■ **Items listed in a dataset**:
--
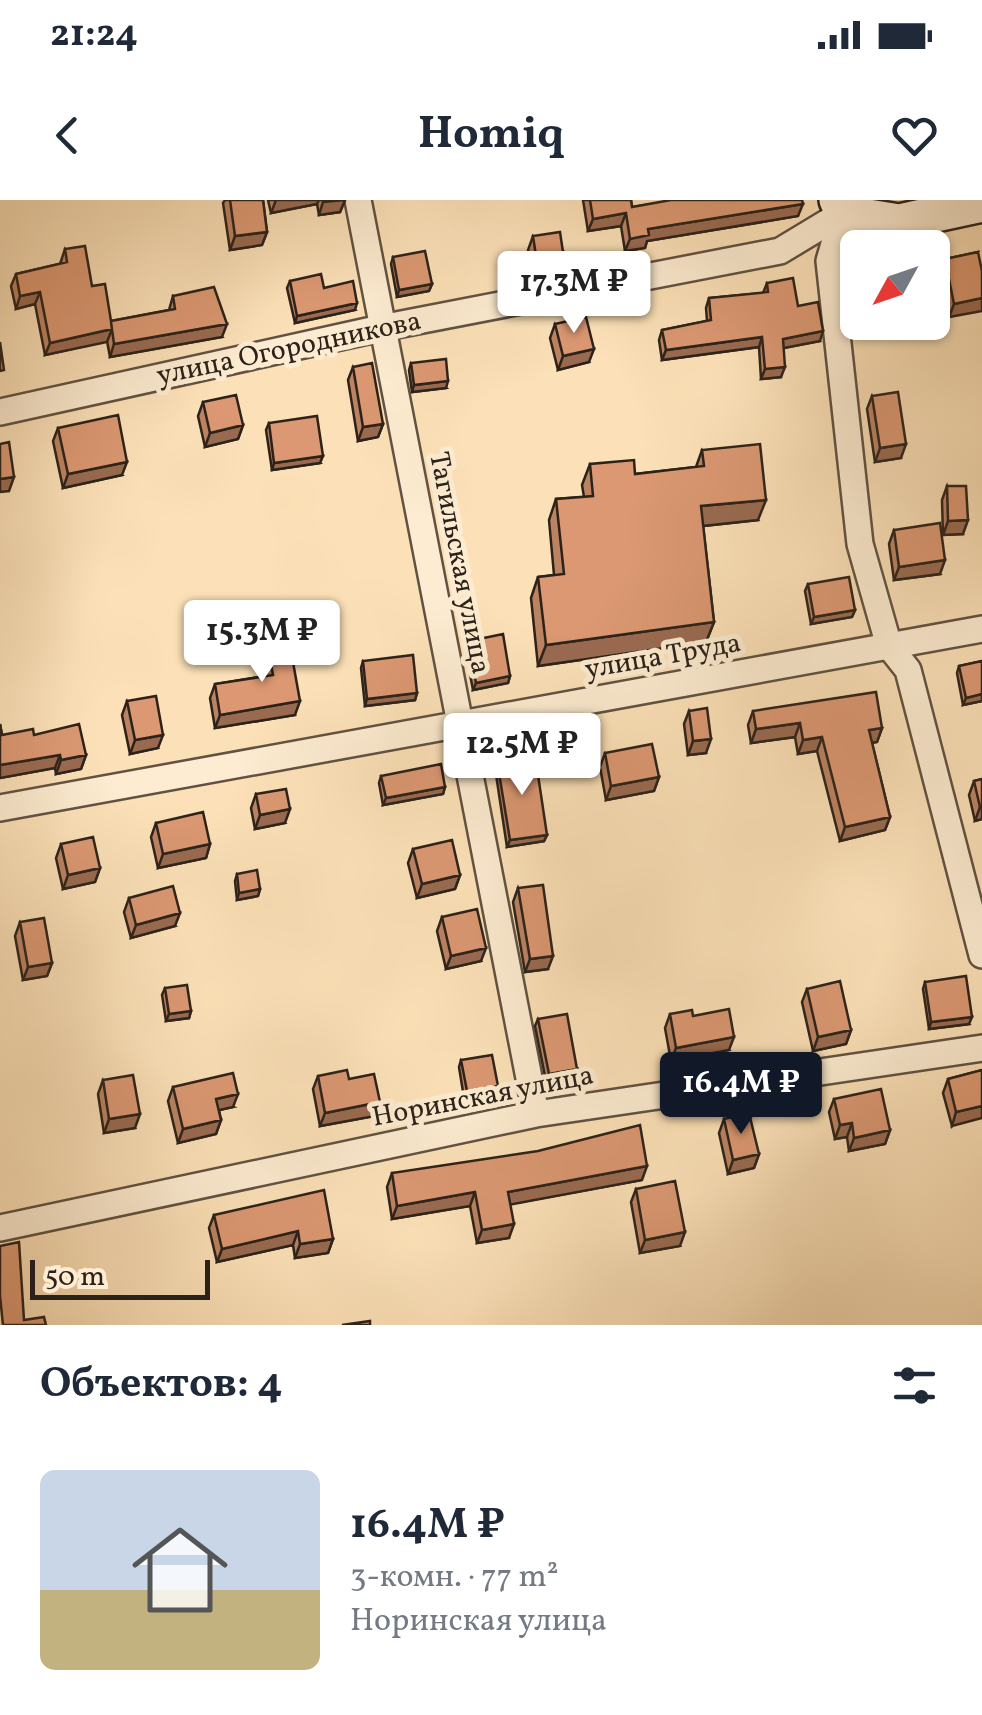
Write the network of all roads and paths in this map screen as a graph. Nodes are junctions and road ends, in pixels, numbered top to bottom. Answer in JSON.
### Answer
{"nodes":[{"id":1,"x":358,"y":200,"type":"edge"},
{"id":2,"x":982,"y":204,"type":"edge"},
{"id":3,"x":840,"y":207,"type":"edge"},
{"id":4,"x":381,"y":328,"type":"junction"},
{"id":5,"x":0,"y":412,"type":"edge"},
{"id":6,"x":982,"y":629,"type":"edge"},
{"id":7,"x":889,"y":646,"type":"junction"},
{"id":8,"x":461,"y":725,"type":"junction"},
{"id":9,"x":0,"y":808,"type":"edge"},
{"id":10,"x":982,"y":954,"type":"edge"},
{"id":11,"x":982,"y":1048,"type":"edge"},
{"id":12,"x":536,"y":1114,"type":"junction"},
{"id":13,"x":0,"y":1228,"type":"edge"}],
"edges":[{"from":1,"to":4,"type":"street","name":"Тагильская улица"},
{"from":2,"to":3,"type":"main road"},
{"from":3,"to":4,"type":"street","name":"улица Огородникова"},
{"from":3,"to":7,"type":"street"},
{"from":4,"to":5,"type":"street","name":"улица Огородникова"},
{"from":4,"to":8,"type":"street","name":"Тагильская улица"},
{"from":6,"to":7,"type":"street","name":"улица Труда"},
{"from":7,"to":8,"type":"street","name":"улица Труда"},
{"from":7,"to":10,"type":"street"},
{"from":8,"to":9,"type":"street","name":"улица Труда"},
{"from":8,"to":12,"type":"street","name":"Тагильская улица"},
{"from":11,"to":12,"type":"street","name":"Норинская улица"},
{"from":12,"to":13,"type":"street","name":"Норинская улица"}]}
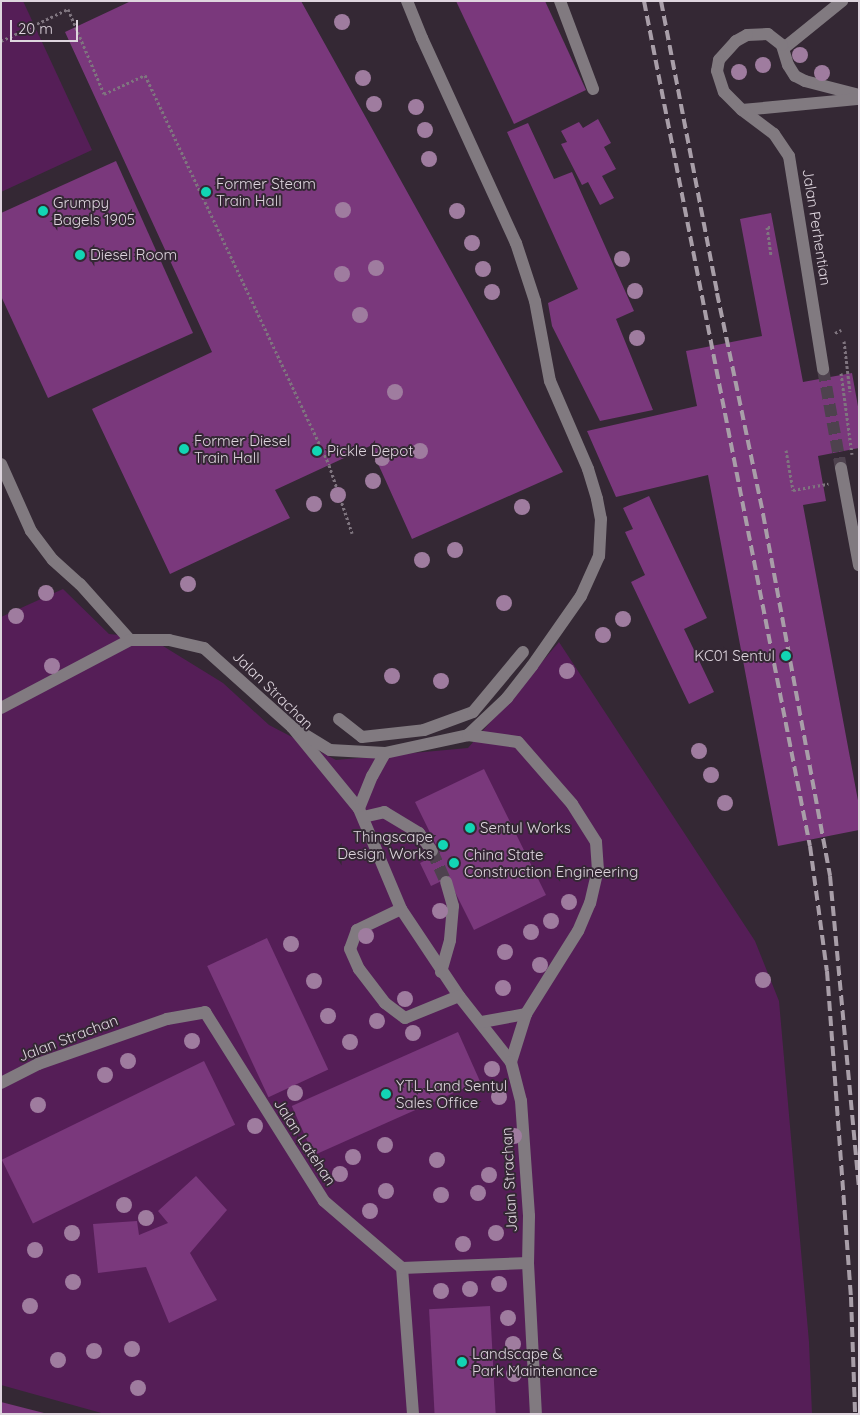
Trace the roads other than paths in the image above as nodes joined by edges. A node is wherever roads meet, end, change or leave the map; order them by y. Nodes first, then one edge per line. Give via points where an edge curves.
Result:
1 (408, 1) edge
2 (560, 1) edge
3 (842, 1) edge
4 (780, 44) junction
5 (593, 89) dead end
6 (859, 95) edge
7 (859, 99) edge
8 (742, 110) junction
9 (823, 369) tunnel mouth
10 (1, 464) edge
11 (841, 468) tunnel mouth
12 (859, 565) edge
13 (130, 640) junction
14 (523, 652) dead end
15 (1, 708) edge
16 (339, 719) dead end
17 (292, 727) junction
18 (468, 735) junction
19 (385, 753) junction
20 (361, 813) junction
21 (432, 851) tunnel mouth
22 (446, 882) tunnel mouth
23 (400, 909) junction
24 (441, 972) junction
25 (459, 996) junction
26 (204, 1012) joint
27 (526, 1014) junction
28 (482, 1022) junction
29 (511, 1062) junction
30 (1, 1083) edge
31 (528, 1263) junction
32 (402, 1268) junction
33 (413, 1414) edge
34 (536, 1414) edge

1 - 18 street via 516,243 535,301 550,381 588,469 601,519 599,556 581,596 507,698
2 - 5 street
3 - 4 street
4 - 6 street via 795,76
4 - 8 street, Jalan Perhentian via 768,34 747,35 736,41 719,60 719,82
7 - 8 street
8 - 9 street, Jalan Perhentian via 774,134 789,156
10 - 13 street via 31,531 53,560 80,584
11 - 12 street
13 - 15 street
13 - 17 street, Jalan Strachan via 169,640 204,648
14 - 16 street via 473,712 424,730 362,737
17 - 19 street via 330,750
17 - 20 street, Jalan Strachan
18 - 19 street
18 - 27 street via 518,742 572,804 596,842 598,868 590,902 578,931
19 - 20 street via 372,776
20 - 21 street via 384,812 419,833
20 - 23 street, Jalan Strachan
22 - 24 street via 453,906 450,940
23 - 24 street, Jalan Strachan
23 - 25 street via 357,930 350,949 359,969 385,1003 405,1018
24 - 25 street, Jalan Strachan
25 - 28 street, Jalan Strachan
26 - 30 street, Jalan Strachan via 167,1018 38,1064
26 - 32 street, Jalan Latehan via 324,1201
27 - 28 street
27 - 29 street
28 - 29 street, Jalan Strachan
29 - 31 street, Jalan Strachan via 521,1101 529,1216
31 - 32 street
31 - 34 street, Jalan Strachan
32 - 33 street

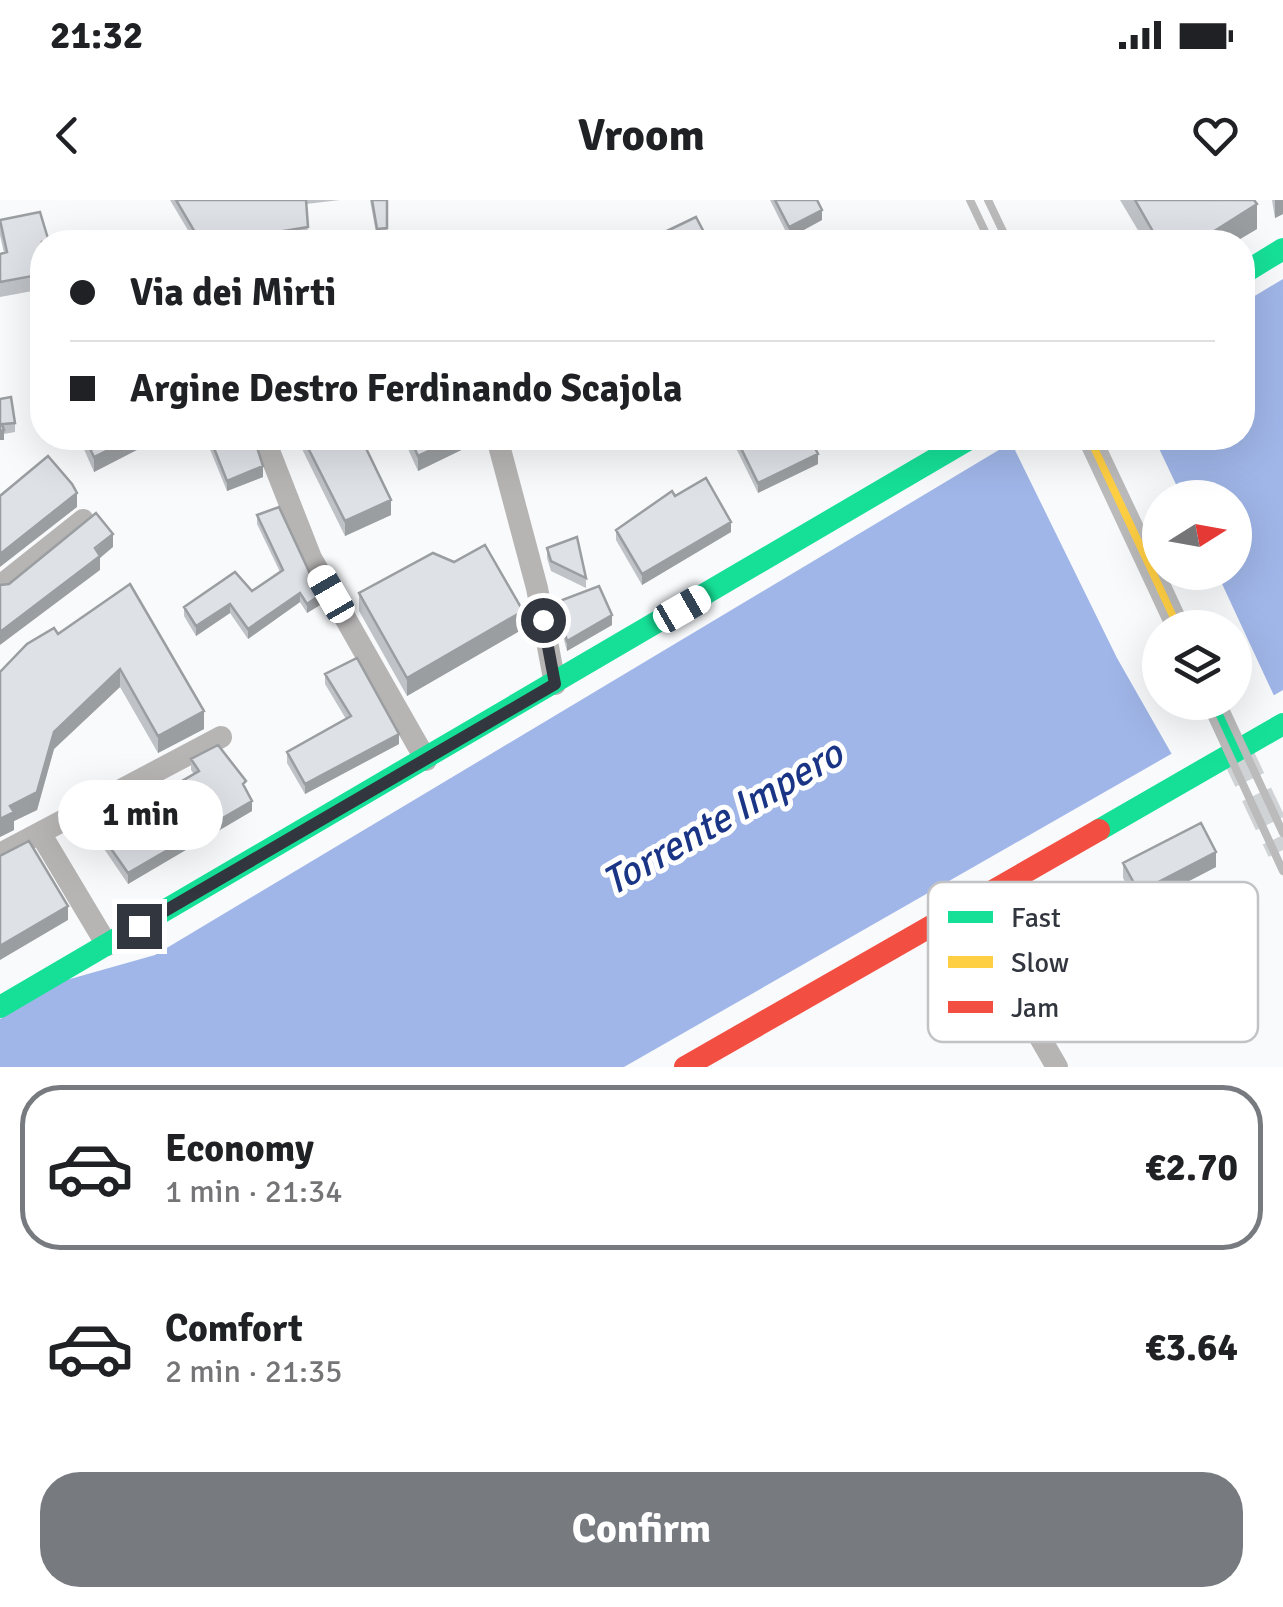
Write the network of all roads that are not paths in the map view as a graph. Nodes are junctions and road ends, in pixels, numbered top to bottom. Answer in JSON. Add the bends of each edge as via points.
{"nodes":[{"id":1,"x":1283,"y":250,"type":"edge"},
{"id":2,"x":1255,"y":266,"type":"edge"},
{"id":3,"x":269,"y":450,"type":"edge"},
{"id":4,"x":500,"y":450,"type":"edge"},
{"id":5,"x":952,"y":450,"type":"edge"},
{"id":6,"x":1096,"y":450,"type":"edge"},
{"id":7,"x":84,"y":520,"type":"edge"},
{"id":8,"x":0,"y":586,"type":"edge"},
{"id":9,"x":1170,"y":610,"type":"edge"},
{"id":10,"x":555,"y":684,"type":"junction"},
{"id":11,"x":1221,"y":720,"type":"edge"},
{"id":12,"x":1283,"y":724,"type":"edge"},
{"id":13,"x":221,"y":737,"type":"dead end"},
{"id":14,"x":1236,"y":751,"type":"tunnel mouth"},
{"id":15,"x":426,"y":760,"type":"junction"},
{"id":16,"x":40,"y":832,"type":"junction"},
{"id":17,"x":0,"y":854,"type":"edge"},
{"id":18,"x":1010,"y":882,"type":"edge"},
{"id":19,"x":928,"y":929,"type":"edge"},
{"id":20,"x":108,"y":945,"type":"junction"},
{"id":21,"x":0,"y":1007,"type":"edge"},
{"id":22,"x":1043,"y":1042,"type":"edge"},
{"id":23,"x":685,"y":1067,"type":"edge"},
{"id":24,"x":1057,"y":1067,"type":"edge"}],
"edges":[{"from":1,"to":2,"type":"main road"},
{"from":3,"to":15,"type":"street","via":[[311,558]]},
{"from":4,"to":10,"type":"street","via":[[538,588]]},
{"from":5,"to":10,"type":"main road"},
{"from":6,"to":9,"type":"main road"},
{"from":7,"to":8,"type":"street"},
{"from":10,"to":15,"type":"main road"},
{"from":11,"to":14,"type":"main road"},
{"from":12,"to":18,"type":"main road"},
{"from":13,"to":16,"type":"street"},
{"from":15,"to":20,"type":"main road"},
{"from":16,"to":17,"type":"street"},
{"from":16,"to":20,"type":"street"},
{"from":19,"to":23,"type":"main road"},
{"from":20,"to":21,"type":"main road"},
{"from":22,"to":24,"type":"street"}]}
--
■ **Required action**:
Extract the text of all the records above verbatim, excluding pictures.

■ **Solution below**:
Write the network of all roads and paths in this map screen as a graph. Nodes are junctions and road ends, in pixels, numbered top to bottom. Answer in JSON.
### Answer
{"nodes":[{"id":1,"x":358,"y":200,"type":"edge"},
{"id":2,"x":982,"y":204,"type":"edge"},
{"id":3,"x":840,"y":207,"type":"edge"},
{"id":4,"x":381,"y":328,"type":"junction"},
{"id":5,"x":0,"y":412,"type":"edge"},
{"id":6,"x":982,"y":629,"type":"edge"},
{"id":7,"x":889,"y":646,"type":"junction"},
{"id":8,"x":461,"y":725,"type":"junction"},
{"id":9,"x":0,"y":808,"type":"edge"},
{"id":10,"x":982,"y":954,"type":"edge"},
{"id":11,"x":982,"y":1048,"type":"edge"},
{"id":12,"x":536,"y":1114,"type":"junction"},
{"id":13,"x":0,"y":1228,"type":"edge"}],
"edges":[{"from":1,"to":4,"type":"street","name":"Тагильская улица"},
{"from":2,"to":3,"type":"main road"},
{"from":3,"to":4,"type":"street","name":"улица Огородникова"},
{"from":3,"to":7,"type":"street"},
{"from":4,"to":5,"type":"street","name":"улица Огородникова"},
{"from":4,"to":8,"type":"street","name":"Тагильская улица"},
{"from":6,"to":7,"type":"street","name":"улица Труда"},
{"from":7,"to":8,"type":"street","name":"улица Труда"},
{"from":7,"to":10,"type":"street"},
{"from":8,"to":9,"type":"street","name":"улица Труда"},
{"from":8,"to":12,"type":"street","name":"Тагильская улица"},
{"from":11,"to":12,"type":"street","name":"Норинская улица"},
{"from":12,"to":13,"type":"street","name":"Норинская улица"}]}
Trace the roads other than paths in the image above as nodes joined by edges. A node is wherever roads meet, end, change or leave the map; order them by y. Nodes first, then one edge per line. Give via points where an edge curves.
Result:
1 (408, 1) edge
2 (560, 1) edge
3 (842, 1) edge
4 (780, 44) junction
5 (593, 89) dead end
6 (859, 95) edge
7 (859, 99) edge
8 (742, 110) junction
9 (823, 369) tunnel mouth
10 (1, 464) edge
11 (841, 468) tunnel mouth
12 (859, 565) edge
13 (130, 640) junction
14 (523, 652) dead end
15 (1, 708) edge
16 (339, 719) dead end
17 (292, 727) junction
18 (468, 735) junction
19 (385, 753) junction
20 (361, 813) junction
21 (432, 851) tunnel mouth
22 (446, 882) tunnel mouth
23 (400, 909) junction
24 (441, 972) junction
25 (459, 996) junction
26 (204, 1012) joint
27 (526, 1014) junction
28 (482, 1022) junction
29 (511, 1062) junction
30 (1, 1083) edge
31 (528, 1263) junction
32 (402, 1268) junction
33 (413, 1414) edge
34 (536, 1414) edge

1 - 18 street via 516,243 535,301 550,381 588,469 601,519 599,556 581,596 507,698
2 - 5 street
3 - 4 street
4 - 6 street via 795,76
4 - 8 street, Jalan Perhentian via 768,34 747,35 736,41 719,60 719,82
7 - 8 street
8 - 9 street, Jalan Perhentian via 774,134 789,156
10 - 13 street via 31,531 53,560 80,584
11 - 12 street
13 - 15 street
13 - 17 street, Jalan Strachan via 169,640 204,648
14 - 16 street via 473,712 424,730 362,737
17 - 19 street via 330,750
17 - 20 street, Jalan Strachan
18 - 19 street
18 - 27 street via 518,742 572,804 596,842 598,868 590,902 578,931
19 - 20 street via 372,776
20 - 21 street via 384,812 419,833
20 - 23 street, Jalan Strachan
22 - 24 street via 453,906 450,940
23 - 24 street, Jalan Strachan
23 - 25 street via 357,930 350,949 359,969 385,1003 405,1018
24 - 25 street, Jalan Strachan
25 - 28 street, Jalan Strachan
26 - 30 street, Jalan Strachan via 167,1018 38,1064
26 - 32 street, Jalan Latehan via 324,1201
27 - 28 street
27 - 29 street
28 - 29 street, Jalan Strachan
29 - 31 street, Jalan Strachan via 521,1101 529,1216
31 - 32 street
31 - 34 street, Jalan Strachan
32 - 33 street

Write the network of all roads that are not paths in the map view as a graph. Nodes are junctions and road ends, in pixels, numbered top to bottom. Answer in JSON. Add the bends of each edge as via points.
{"nodes":[{"id":1,"x":1283,"y":250,"type":"edge"},
{"id":2,"x":1255,"y":266,"type":"edge"},
{"id":3,"x":269,"y":450,"type":"edge"},
{"id":4,"x":500,"y":450,"type":"edge"},
{"id":5,"x":952,"y":450,"type":"edge"},
{"id":6,"x":1096,"y":450,"type":"edge"},
{"id":7,"x":84,"y":520,"type":"edge"},
{"id":8,"x":0,"y":586,"type":"edge"},
{"id":9,"x":1170,"y":610,"type":"edge"},
{"id":10,"x":555,"y":684,"type":"junction"},
{"id":11,"x":1221,"y":720,"type":"edge"},
{"id":12,"x":1283,"y":724,"type":"edge"},
{"id":13,"x":221,"y":737,"type":"dead end"},
{"id":14,"x":1236,"y":751,"type":"tunnel mouth"},
{"id":15,"x":426,"y":760,"type":"junction"},
{"id":16,"x":40,"y":832,"type":"junction"},
{"id":17,"x":0,"y":854,"type":"edge"},
{"id":18,"x":1010,"y":882,"type":"edge"},
{"id":19,"x":928,"y":929,"type":"edge"},
{"id":20,"x":108,"y":945,"type":"junction"},
{"id":21,"x":0,"y":1007,"type":"edge"},
{"id":22,"x":1043,"y":1042,"type":"edge"},
{"id":23,"x":685,"y":1067,"type":"edge"},
{"id":24,"x":1057,"y":1067,"type":"edge"}],
"edges":[{"from":1,"to":2,"type":"main road"},
{"from":3,"to":15,"type":"street","via":[[311,558]]},
{"from":4,"to":10,"type":"street","via":[[538,588]]},
{"from":5,"to":10,"type":"main road"},
{"from":6,"to":9,"type":"main road"},
{"from":7,"to":8,"type":"street"},
{"from":10,"to":15,"type":"main road"},
{"from":11,"to":14,"type":"main road"},
{"from":12,"to":18,"type":"main road"},
{"from":13,"to":16,"type":"street"},
{"from":15,"to":20,"type":"main road"},
{"from":16,"to":17,"type":"street"},
{"from":16,"to":20,"type":"street"},
{"from":19,"to":23,"type":"main road"},
{"from":20,"to":21,"type":"main road"},
{"from":22,"to":24,"type":"street"}]}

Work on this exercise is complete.